Aksi tangkap tangan yang dilakukan tim gabungan itu dilakukan pada Jumat, 7 Agustus 2026, sekitar pukul 18.30 WIB tepat di gerbang keluar pelabuhan.
Petugas menghentikan dan mengamankan satu unit truk barang beserta sopirnya sesaat setelah turun dari Kapal Gambolo pelayaran rute Siberut Utara, Kepulauan Mentawai menuju Kota Padang.
Kepala BKSDA Sumbar Hartono menyebutkan bahwa guna mengelabuhi petugas, truk tersebut menggunakan modus mengangkut muatan legal berupa hasil bumi seperti pinang serta hasil laut berupa ikan dan kepiting. Namun, pemeriksaan ketat petugas pelabuhan berhasil membongkar muatan ilegal di dalamnya.
"Dari hasil penggeledahan, tim mengamankan barang bukti sebanyak 25 ekor burung beo mentawai. Satwa endemik dilindungi tersebut disembunyikan secara tertutup di dalam satu kardus dan dua keranjang buah," ujar Hartino dikutip dari keterangan resmi, Senin (10/8/2026).

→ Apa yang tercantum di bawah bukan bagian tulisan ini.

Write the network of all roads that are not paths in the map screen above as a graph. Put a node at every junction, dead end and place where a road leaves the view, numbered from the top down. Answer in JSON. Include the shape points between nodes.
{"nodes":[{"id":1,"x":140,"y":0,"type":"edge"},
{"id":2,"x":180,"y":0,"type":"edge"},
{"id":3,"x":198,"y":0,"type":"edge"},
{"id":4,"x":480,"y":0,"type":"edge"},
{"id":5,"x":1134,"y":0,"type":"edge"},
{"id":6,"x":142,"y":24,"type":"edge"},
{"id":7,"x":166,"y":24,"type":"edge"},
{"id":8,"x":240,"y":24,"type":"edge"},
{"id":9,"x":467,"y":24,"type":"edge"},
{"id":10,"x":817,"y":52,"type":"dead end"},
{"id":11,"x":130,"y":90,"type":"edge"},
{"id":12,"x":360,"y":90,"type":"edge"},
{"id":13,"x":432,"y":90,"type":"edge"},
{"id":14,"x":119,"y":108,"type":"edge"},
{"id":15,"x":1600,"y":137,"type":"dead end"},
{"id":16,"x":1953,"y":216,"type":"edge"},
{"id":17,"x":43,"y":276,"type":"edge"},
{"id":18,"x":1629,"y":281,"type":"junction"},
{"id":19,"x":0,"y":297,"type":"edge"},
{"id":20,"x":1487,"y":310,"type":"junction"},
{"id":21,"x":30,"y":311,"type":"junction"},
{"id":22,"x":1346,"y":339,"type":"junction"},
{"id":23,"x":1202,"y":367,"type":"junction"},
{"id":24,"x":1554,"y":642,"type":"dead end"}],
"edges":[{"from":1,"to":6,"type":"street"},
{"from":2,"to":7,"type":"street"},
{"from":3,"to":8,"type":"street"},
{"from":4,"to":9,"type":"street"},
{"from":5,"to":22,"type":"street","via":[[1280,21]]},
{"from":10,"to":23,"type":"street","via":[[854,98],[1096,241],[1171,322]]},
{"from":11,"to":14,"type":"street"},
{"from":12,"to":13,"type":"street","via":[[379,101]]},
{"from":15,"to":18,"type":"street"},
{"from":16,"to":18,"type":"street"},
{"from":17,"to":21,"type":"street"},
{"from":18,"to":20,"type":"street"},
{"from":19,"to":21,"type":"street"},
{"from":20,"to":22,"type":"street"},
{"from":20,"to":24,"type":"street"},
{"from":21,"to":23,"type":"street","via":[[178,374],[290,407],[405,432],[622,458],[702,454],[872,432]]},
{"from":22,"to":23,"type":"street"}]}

Kata Hartono, sopir truk berinisial M (34) langsung ditangkap di lokasi kejadian. Dalam pemeriksaan awal, pelaku mengakui sudah berulang kali membawa beo mentawai (Gracula religiosa batuensis) menggunakan armada truk yang dikemudikannya dengan imbalan sejumlah uang.
Pelaku mengeklaim puluhan burung tersebut merupakan milik pihak lain dan rencananya akan diambil di tengah jalan menuju Kota Padang.

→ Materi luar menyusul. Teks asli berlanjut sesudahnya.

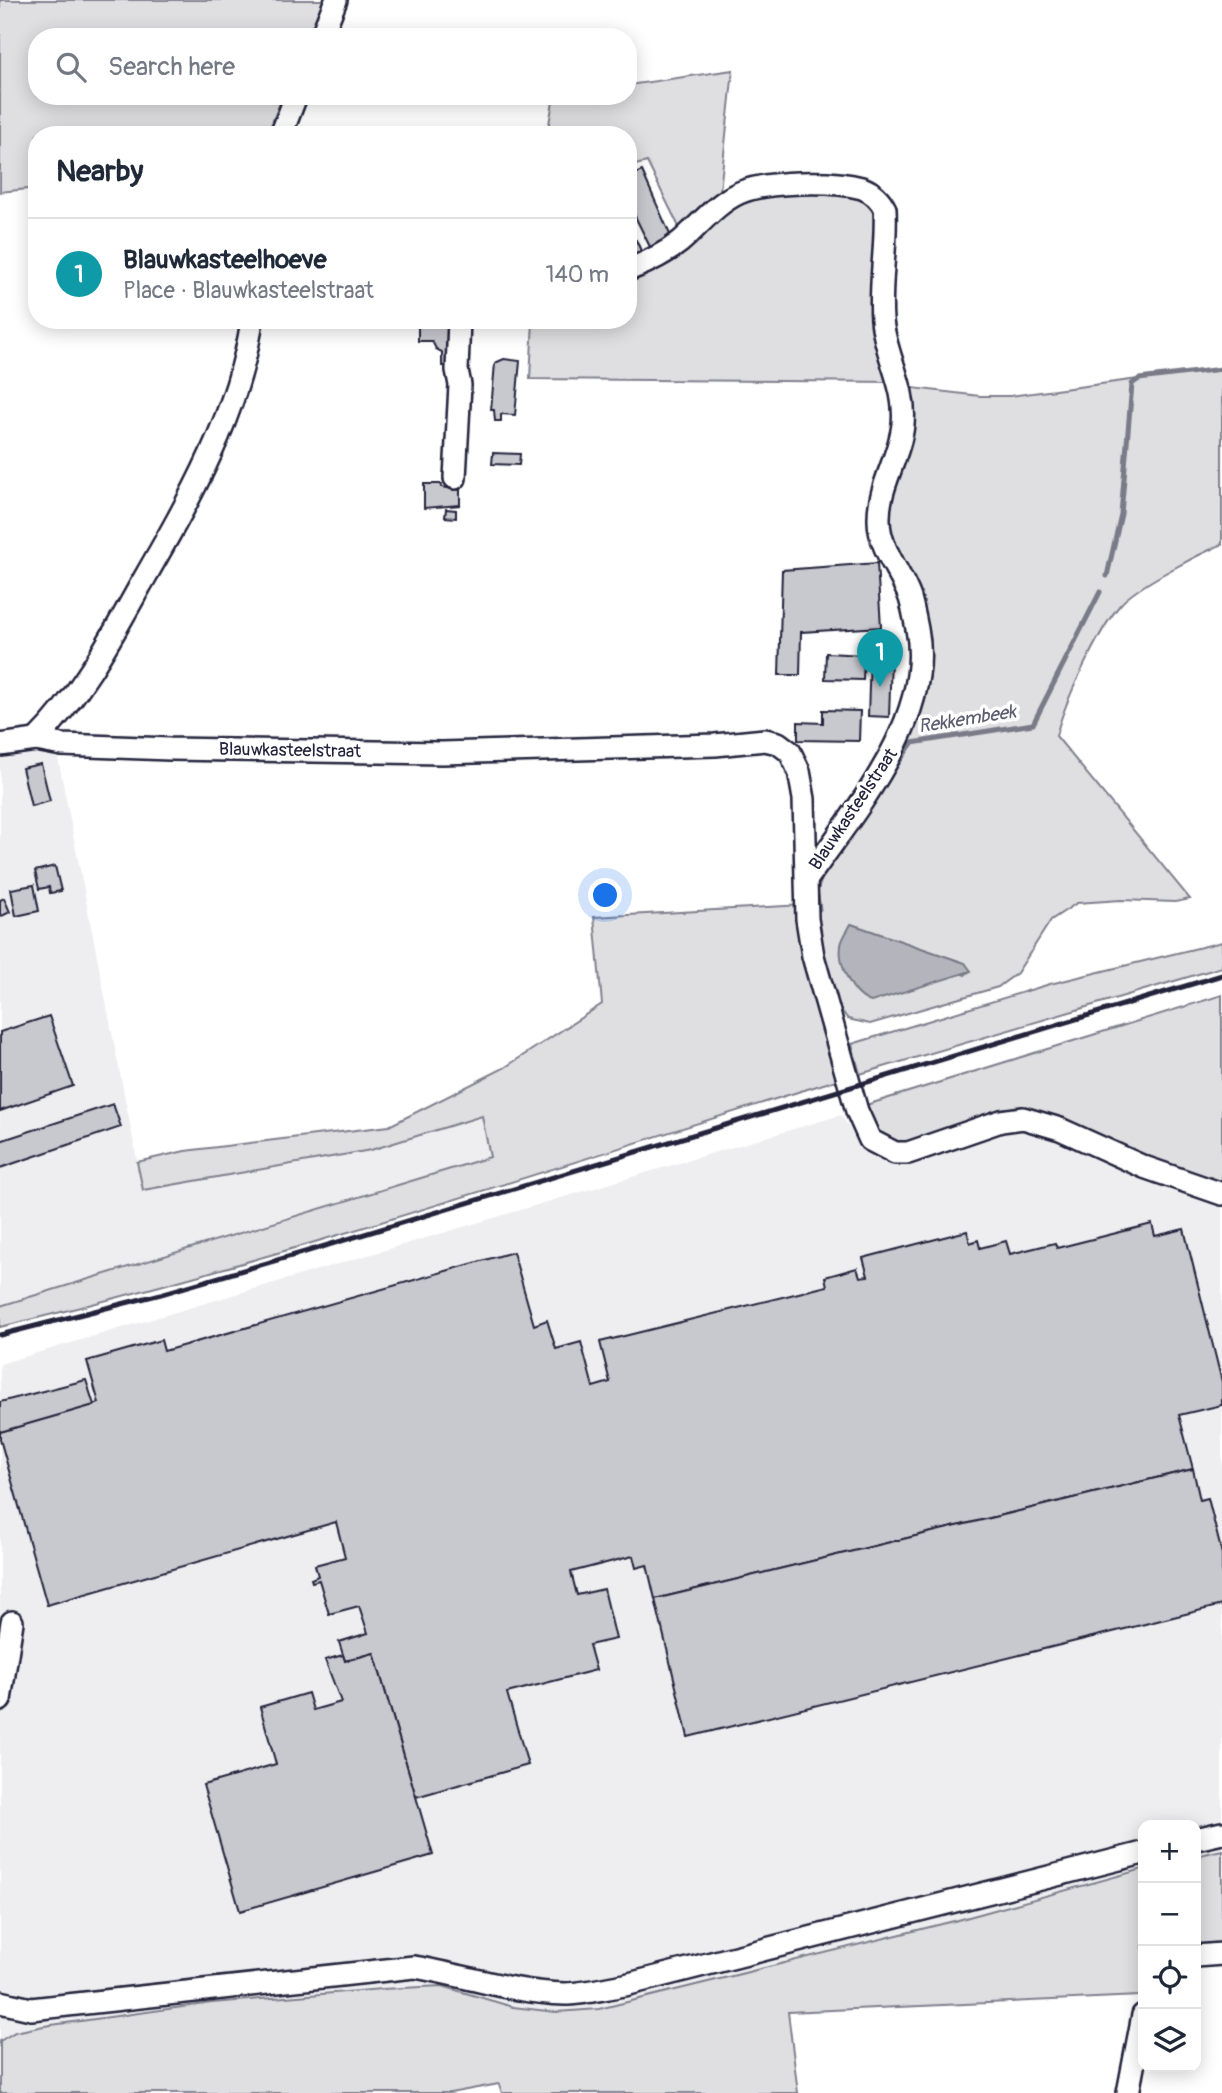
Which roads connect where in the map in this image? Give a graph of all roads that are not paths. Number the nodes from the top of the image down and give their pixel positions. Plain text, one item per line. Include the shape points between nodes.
1 (336, 0) edge
2 (325, 28) edge
3 (293, 105) edge
4 (284, 126) edge
5 (637, 265) edge
6 (250, 329) edge
7 (459, 329) edge
8 (455, 478) dead end
9 (36, 740) junction
10 (0, 745) edge
11 (807, 879) junction
12 (1222, 1194) edge
13 (12, 1622) dead end
14 (4, 1649) edge
15 (0, 1700) edge
16 (1222, 1833) edge
17 (1201, 1838) edge
18 (1138, 1854) edge
19 (1222, 1954) edge
20 (1201, 1956) edge
21 (1, 2007) edge
22 (1138, 2041) edge
23 (1128, 2093) edge

1 - 2 street
3 - 4 street
5 - 11 street, Blauwkasteelstraat via 673,247 721,204 758,187 862,188 885,209 882,323 899,386 903,424 879,499 878,523 910,597 918,633 918,665 904,727 892,755
6 - 9 street via 240,373 208,459 92,669 62,714
7 - 8 street
9 - 10 street, Blauwkasteelstraat
9 - 11 street, Blauwkasteelstraat via 62,746 442,753 765,740 790,752 799,771
11 - 12 street, Blauwkasteelstraat via 807,919 814,956 857,1111 864,1132 876,1146 908,1153 1001,1121 1023,1118
13 - 14 street
14 - 15 street
16 - 17 street
18 - 21 street via 625,1985 566,1994 518,1989 414,1966 31,2008
19 - 20 street
22 - 23 street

Tim penyidik Polda Sumbar kini telah mengantongi identitas pemesan dan melakukan pengembangan kasus.
"Saat ini, M beserta seluruh barang bukti 25 ekor beo mentawai telah berada di Mapolda Sumbar untuk menjalani proses penegakan hukum serta penyidikan lebih lanjut," ujar Hartono.
Atas tindakannya, M dijerat pasal berlapis UU Nomor 32 Tahun 2024 tentang Perubahan atas UU Nomor 5 Tahun 1990 tentang Konservasi Sumber Daya Alam Hayati dan Ekosistemnya jo. PP Nomor 7 & 8 Tahun 1999 serta Permen LHK Nomor 106 Tahun 2018 dengan ancaman hukuman penjara paling lama 15 tahun.
Hartono, mengimbau masyarakat untuk menghentikan segala bentuk aktivitas penangkapan, pengangkutan, maupun perdagangan satwa liar yang dilindungi hukum. Karena, keberadaan satwa di alam, sangat krusial bagi keseimbangan ekosistem.
Warga pun diminta aktif melaporkan indikasi perdagangan satwa ilegal melalui call center BKSDA Sumbar atau kepolisian terdekat.